**BRIEF:** What is needed is a faithful copy of all the entries, with no pictures in it.
+++ DATA EXTRACTS
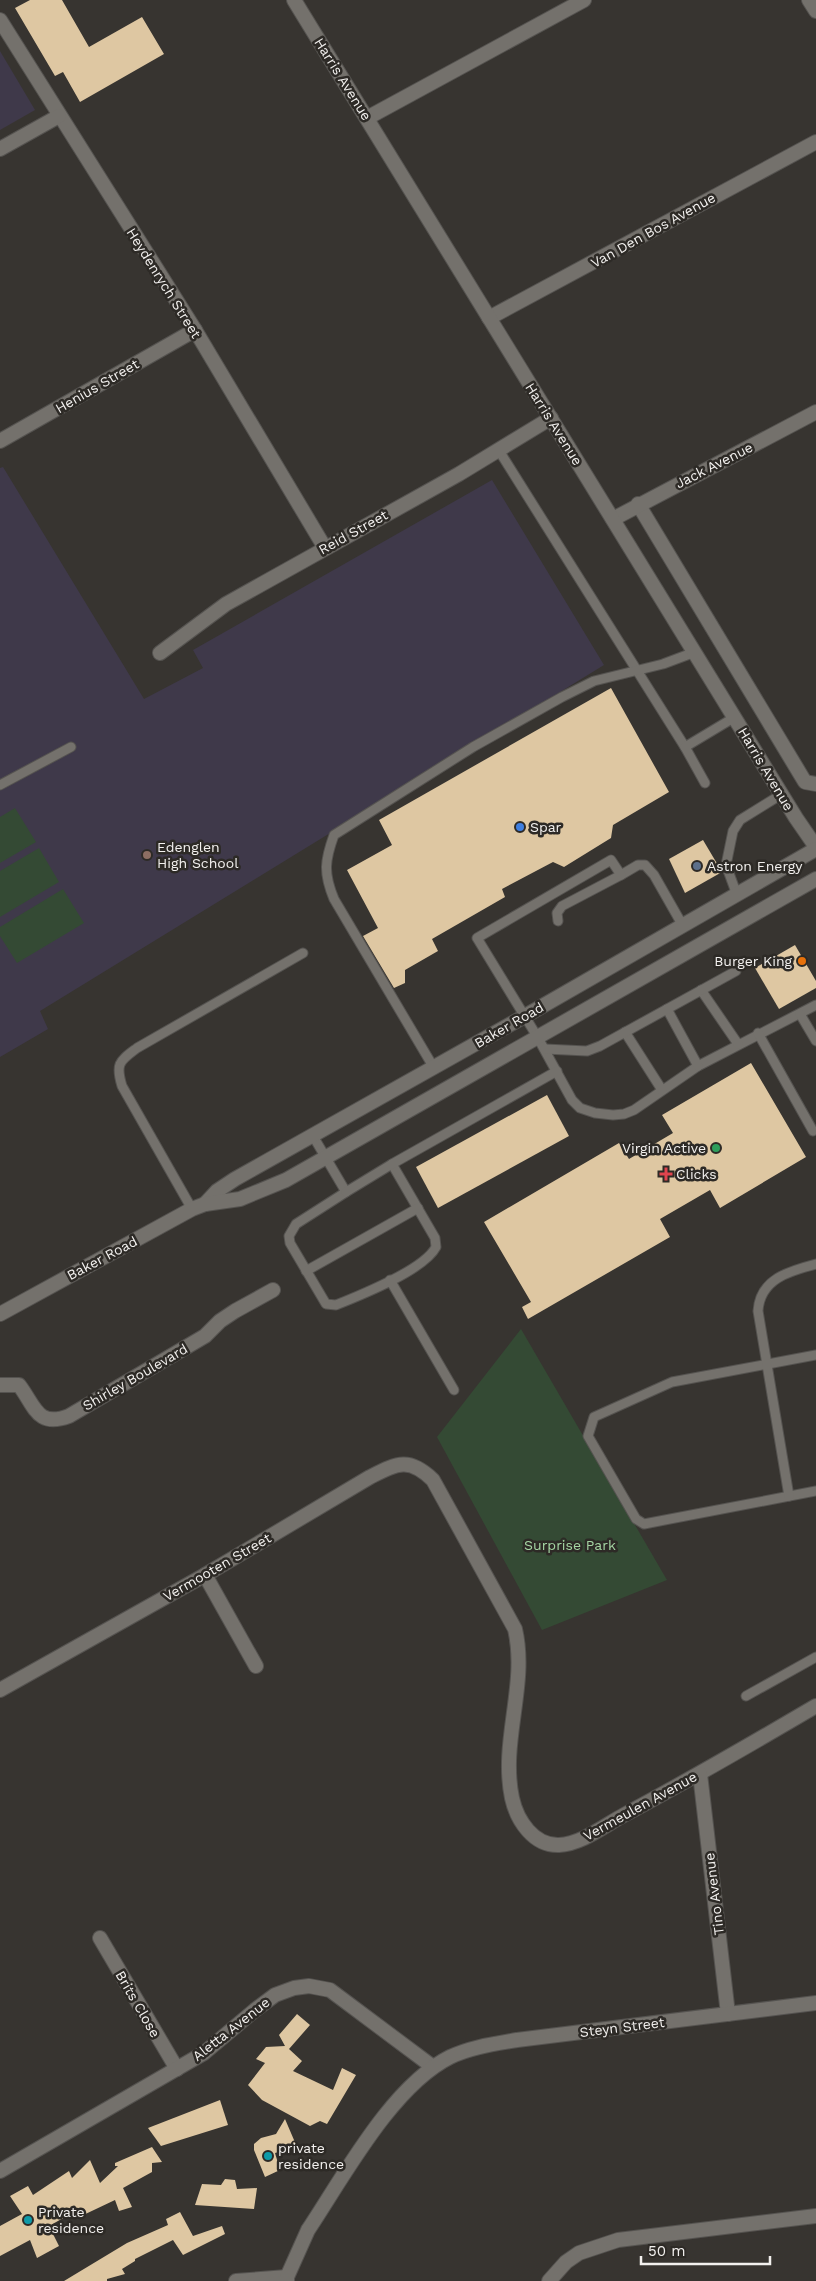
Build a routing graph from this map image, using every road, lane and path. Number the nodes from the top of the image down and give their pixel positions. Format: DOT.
graph roads {
  1 [pos="294,0"];
  2 [pos="584,0"];
  3 [pos="809,0"];
  4 [pos="816,11"];
  5 [pos="0,20"];
  6 [pos="59,116"];
  7 [pos="367,118"];
  8 [pos="816,142"];
  9 [pos="0,149"];
  10 [pos="489,318"];
  11 [pos="195,330"];
  12 [pos="816,412"];
  13 [pos="551,418"];
  14 [pos="0,442"];
  15 [pos="498,449"];
  16 [pos="638,504"];
  17 [pos="613,519"];
  18 [pos="325,548"];
  19 [pos="695,652"];
  20 [pos="160,653"];
  21 [pos="637,671"];
  22 [pos="735,717"];
  23 [pos="71,747"];
  24 [pos="685,747"];
  25 [pos="705,783"];
  26 [pos="816,784"];
  27 [pos="0,785"];
  28 [pos="782,794"];
  29 [pos="816,848"];
  30 [pos="621,875"];
  31 [pos="816,879"];
  32 [pos="737,895"];
  33 [pos="558,921"];
  34 [pos="683,926"];
  35 [pos="303,952"];
  36 [pos="736,971"];
  37 [pos="701,990"];
  38 [pos="816,1005"];
  39 [pos="667,1009"];
  40 [pos="800,1014"];
  41 [pos="526,1016"];
  42 [pos="625,1032"];
  43 [pos="758,1033"];
  44 [pos="816,1042"];
  45 [pos="541,1043"];
  46 [pos="738,1044"];
  47 [pos="698,1066"];
  48 [pos="434,1068"];
  49 [pos="557,1072"];
  50 [pos="662,1090"];
  51 [pos="813,1131"];
  52 [pos="313,1136"];
  53 [pos="327,1158"];
  54 [pos="392,1164"];
  55 [pos="346,1192"];
  56 [pos="198,1207"];
  57 [pos="418,1208"];
  58 [pos="816,1264"];
  59 [pos="306,1271"];
  60 [pos="390,1280"];
  61 [pos="273,1290"];
  62 [pos="0,1314"];
  63 [pos="816,1354"];
  64 [pos="766,1364"];
  65 [pos="0,1385"];
  66 [pos="454,1390"];
  67 [pos="433,1480"];
  68 [pos="816,1491"];
  69 [pos="789,1496"];
  70 [pos="205,1575"];
  71 [pos="816,1657"];
  72 [pos="256,1666"];
  73 [pos="0,1690"];
  74 [pos="746,1696"];
  75 [pos="816,1706"];
  76 [pos="700,1774"];
  77 [pos="100,1938"];
  78 [pos="816,2003"];
  79 [pos="728,2014"];
  80 [pos="433,2067"];
  81 [pos="177,2069"];
  82 [pos="0,2171"];
  83 [pos="816,2216"];
  84 [pos="287,2279"];
  85 [pos="236,2281"];
  86 [pos="550,2281"];
  1 -- 7 [label="street, Harris Avenue"];
  2 -- 7 [label="street"];
  3 -- 4 [label="street"];
  5 -- 6 [label="street, Heydenrych Street"];
  6 -- 9 [label="street"];
  6 -- 11 [label="street, Heydenrych Street"];
  7 -- 10 [label="street, Harris Avenue"];
  8 -- 10 [label="street, Van Den Bos Avenue"];
  10 -- 13 [label="street, Harris Avenue"];
  11 -- 14 [label="street, Henius Street"];
  11 -- 18 [label="street, Heydenrych Street"];
  12 -- 16 [label="street, Jack Avenue"];
  13 -- 15 [label="street, Reid Street"];
  13 -- 17 [label="street, Harris Avenue"];
  15 -- 18 [label="street, Reid Street"];
  15 -- 21 [label="lane"];
  16 -- 17 [label="street, Jack Avenue"];
  16 -- 26 [label="street"];
  17 -- 19 [label="street, Harris Avenue"];
  18 -- 20 [label="street, Reid Street"];
  19 -- 21 [label="lane"];
  19 -- 22 [label="street, Harris Avenue"];
  21 -- 24 [label="lane"];
  21 -- 48 [label="lane"];
  22 -- 24 [label="lane"];
  22 -- 28 [label="street, Harris Avenue"];
  23 -- 27 [label="lane"];
  24 -- 25 [label="lane"];
  28 -- 29 [label="street, Harris Avenue"];
  28 -- 32 [label="lane"];
  29 -- 32 [label="street, Baker Road"];
  30 -- 33 [label="lane"];
  30 -- 34 [label="lane"];
  30 -- 41 [label="lane"];
  31 -- 45 [label="street, Baker Road"];
  32 -- 34 [label="street, Baker Road"];
  34 -- 41 [label="street, Baker Road"];
  35 -- 56 [label="lane"];
  36 -- 37 [label="lane"];
  37 -- 39 [label="lane"];
  37 -- 46 [label="lane"];
  38 -- 40 [label="lane"];
  39 -- 42 [label="lane"];
  39 -- 47 [label="lane"];
  40 -- 43 [label="lane"];
  40 -- 44 [label="lane"];
  41 -- 45 [label="lane"];
  41 -- 48 [label="street, Baker Road"];
  42 -- 45 [label="lane"];
  42 -- 50 [label="lane"];
  43 -- 46 [label="lane"];
  43 -- 51 [label="lane"];
  45 -- 49 [label="lane"];
  45 -- 53 [label="street, Baker Road"];
  46 -- 47 [label="lane"];
  47 -- 50 [label="lane"];
  48 -- 52 [label="street, Baker Road"];
  49 -- 50 [label="lane"];
  49 -- 54 [label="lane"];
  52 -- 53 [label="lane"];
  52 -- 56 [label="street, Baker Road"];
  53 -- 55 [label="lane"];
  53 -- 56 [label="street, Baker Road"];
  54 -- 55 [label="lane"];
  54 -- 57 [label="lane"];
  55 -- 59 [label="lane"];
  56 -- 62 [label="street, Baker Road"];
  57 -- 59 [label="lane"];
  57 -- 60 [label="lane"];
  58 -- 64 [label="lane"];
  59 -- 60 [label="lane"];
  60 -- 66 [label="lane"];
  61 -- 65 [label="street, Shirley Boulevard"];
  63 -- 64 [label="lane"];
  64 -- 69 [label="lane"];
  64 -- 69 [label="lane"];
  67 -- 70 [label="street, Vermooten Street"];
  67 -- 76 [label="street, Vermeulen Avenue"];
  68 -- 69 [label="lane"];
  70 -- 72 [label="street"];
  70 -- 73 [label="street, Vermooten Street"];
  71 -- 74 [label="lane"];
  75 -- 76 [label="street, Vermeulen Avenue"];
  76 -- 79 [label="street, Tino Avenue"];
  77 -- 81 [label="street, Brits Close"];
  78 -- 79 [label="street, Steyn Street"];
  79 -- 80 [label="street, Steyn Street"];
  80 -- 81 [label="street, Aletta Avenue"];
  80 -- 84 [label="street, Steyn Street"];
  81 -- 82 [label="street, Aletta Avenue"];
  83 -- 86 [label="street"];
  84 -- 85 [label="street"];
}
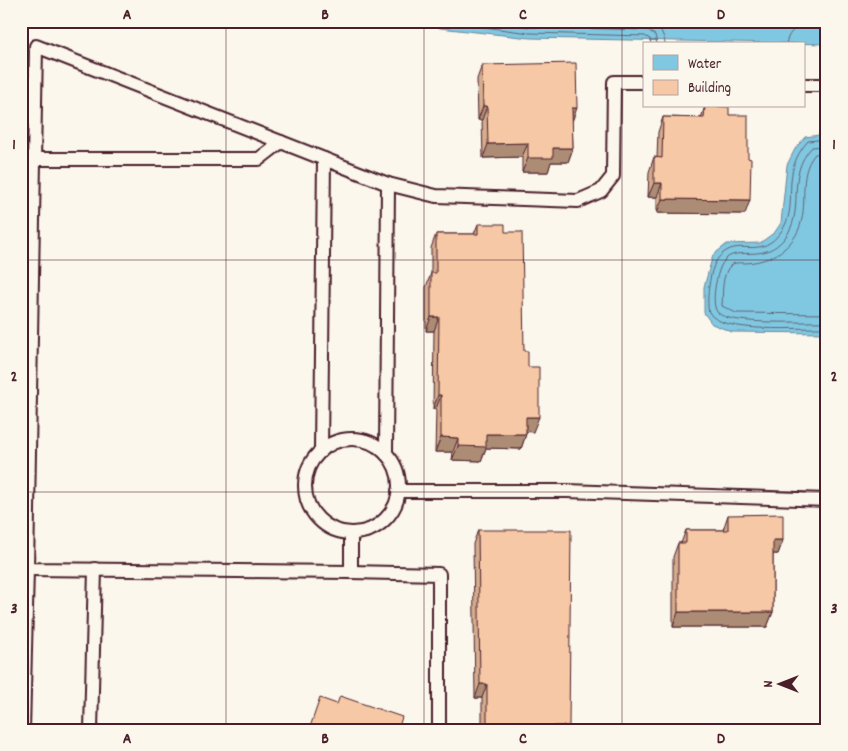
++++++
**RESULT OF THE EXERCISE:**
Build a routing graph from this map image, using every road, lane and path. Number the nodes from the top of the image down and give their pixel positions. Format: DOT.
graph roads {
  1 [pos="294,0"];
  2 [pos="584,0"];
  3 [pos="809,0"];
  4 [pos="816,11"];
  5 [pos="0,20"];
  6 [pos="59,116"];
  7 [pos="367,118"];
  8 [pos="816,142"];
  9 [pos="0,149"];
  10 [pos="489,318"];
  11 [pos="195,330"];
  12 [pos="816,412"];
  13 [pos="551,418"];
  14 [pos="0,442"];
  15 [pos="498,449"];
  16 [pos="638,504"];
  17 [pos="613,519"];
  18 [pos="325,548"];
  19 [pos="695,652"];
  20 [pos="160,653"];
  21 [pos="637,671"];
  22 [pos="735,717"];
  23 [pos="71,747"];
  24 [pos="685,747"];
  25 [pos="705,783"];
  26 [pos="816,784"];
  27 [pos="0,785"];
  28 [pos="782,794"];
  29 [pos="816,848"];
  30 [pos="621,875"];
  31 [pos="816,879"];
  32 [pos="737,895"];
  33 [pos="558,921"];
  34 [pos="683,926"];
  35 [pos="303,952"];
  36 [pos="736,971"];
  37 [pos="701,990"];
  38 [pos="816,1005"];
  39 [pos="667,1009"];
  40 [pos="800,1014"];
  41 [pos="526,1016"];
  42 [pos="625,1032"];
  43 [pos="758,1033"];
  44 [pos="816,1042"];
  45 [pos="541,1043"];
  46 [pos="738,1044"];
  47 [pos="698,1066"];
  48 [pos="434,1068"];
  49 [pos="557,1072"];
  50 [pos="662,1090"];
  51 [pos="813,1131"];
  52 [pos="313,1136"];
  53 [pos="327,1158"];
  54 [pos="392,1164"];
  55 [pos="346,1192"];
  56 [pos="198,1207"];
  57 [pos="418,1208"];
  58 [pos="816,1264"];
  59 [pos="306,1271"];
  60 [pos="390,1280"];
  61 [pos="273,1290"];
  62 [pos="0,1314"];
  63 [pos="816,1354"];
  64 [pos="766,1364"];
  65 [pos="0,1385"];
  66 [pos="454,1390"];
  67 [pos="433,1480"];
  68 [pos="816,1491"];
  69 [pos="789,1496"];
  70 [pos="205,1575"];
  71 [pos="816,1657"];
  72 [pos="256,1666"];
  73 [pos="0,1690"];
  74 [pos="746,1696"];
  75 [pos="816,1706"];
  76 [pos="700,1774"];
  77 [pos="100,1938"];
  78 [pos="816,2003"];
  79 [pos="728,2014"];
  80 [pos="433,2067"];
  81 [pos="177,2069"];
  82 [pos="0,2171"];
  83 [pos="816,2216"];
  84 [pos="287,2279"];
  85 [pos="236,2281"];
  86 [pos="550,2281"];
  1 -- 7 [label="street, Harris Avenue"];
  2 -- 7 [label="street"];
  3 -- 4 [label="street"];
  5 -- 6 [label="street, Heydenrych Street"];
  6 -- 9 [label="street"];
  6 -- 11 [label="street, Heydenrych Street"];
  7 -- 10 [label="street, Harris Avenue"];
  8 -- 10 [label="street, Van Den Bos Avenue"];
  10 -- 13 [label="street, Harris Avenue"];
  11 -- 14 [label="street, Henius Street"];
  11 -- 18 [label="street, Heydenrych Street"];
  12 -- 16 [label="street, Jack Avenue"];
  13 -- 15 [label="street, Reid Street"];
  13 -- 17 [label="street, Harris Avenue"];
  15 -- 18 [label="street, Reid Street"];
  15 -- 21 [label="lane"];
  16 -- 17 [label="street, Jack Avenue"];
  16 -- 26 [label="street"];
  17 -- 19 [label="street, Harris Avenue"];
  18 -- 20 [label="street, Reid Street"];
  19 -- 21 [label="lane"];
  19 -- 22 [label="street, Harris Avenue"];
  21 -- 24 [label="lane"];
  21 -- 48 [label="lane"];
  22 -- 24 [label="lane"];
  22 -- 28 [label="street, Harris Avenue"];
  23 -- 27 [label="lane"];
  24 -- 25 [label="lane"];
  28 -- 29 [label="street, Harris Avenue"];
  28 -- 32 [label="lane"];
  29 -- 32 [label="street, Baker Road"];
  30 -- 33 [label="lane"];
  30 -- 34 [label="lane"];
  30 -- 41 [label="lane"];
  31 -- 45 [label="street, Baker Road"];
  32 -- 34 [label="street, Baker Road"];
  34 -- 41 [label="street, Baker Road"];
  35 -- 56 [label="lane"];
  36 -- 37 [label="lane"];
  37 -- 39 [label="lane"];
  37 -- 46 [label="lane"];
  38 -- 40 [label="lane"];
  39 -- 42 [label="lane"];
  39 -- 47 [label="lane"];
  40 -- 43 [label="lane"];
  40 -- 44 [label="lane"];
  41 -- 45 [label="lane"];
  41 -- 48 [label="street, Baker Road"];
  42 -- 45 [label="lane"];
  42 -- 50 [label="lane"];
  43 -- 46 [label="lane"];
  43 -- 51 [label="lane"];
  45 -- 49 [label="lane"];
  45 -- 53 [label="street, Baker Road"];
  46 -- 47 [label="lane"];
  47 -- 50 [label="lane"];
  48 -- 52 [label="street, Baker Road"];
  49 -- 50 [label="lane"];
  49 -- 54 [label="lane"];
  52 -- 53 [label="lane"];
  52 -- 56 [label="street, Baker Road"];
  53 -- 55 [label="lane"];
  53 -- 56 [label="street, Baker Road"];
  54 -- 55 [label="lane"];
  54 -- 57 [label="lane"];
  55 -- 59 [label="lane"];
  56 -- 62 [label="street, Baker Road"];
  57 -- 59 [label="lane"];
  57 -- 60 [label="lane"];
  58 -- 64 [label="lane"];
  59 -- 60 [label="lane"];
  60 -- 66 [label="lane"];
  61 -- 65 [label="street, Shirley Boulevard"];
  63 -- 64 [label="lane"];
  64 -- 69 [label="lane"];
  64 -- 69 [label="lane"];
  67 -- 70 [label="street, Vermooten Street"];
  67 -- 76 [label="street, Vermeulen Avenue"];
  68 -- 69 [label="lane"];
  70 -- 72 [label="street"];
  70 -- 73 [label="street, Vermooten Street"];
  71 -- 74 [label="lane"];
  75 -- 76 [label="street, Vermeulen Avenue"];
  76 -- 79 [label="street, Tino Avenue"];
  77 -- 81 [label="street, Brits Close"];
  78 -- 79 [label="street, Steyn Street"];
  79 -- 80 [label="street, Steyn Street"];
  80 -- 81 [label="street, Aletta Avenue"];
  80 -- 84 [label="street, Steyn Street"];
  81 -- 82 [label="street, Aletta Avenue"];
  83 -- 86 [label="street"];
  84 -- 85 [label="street"];
}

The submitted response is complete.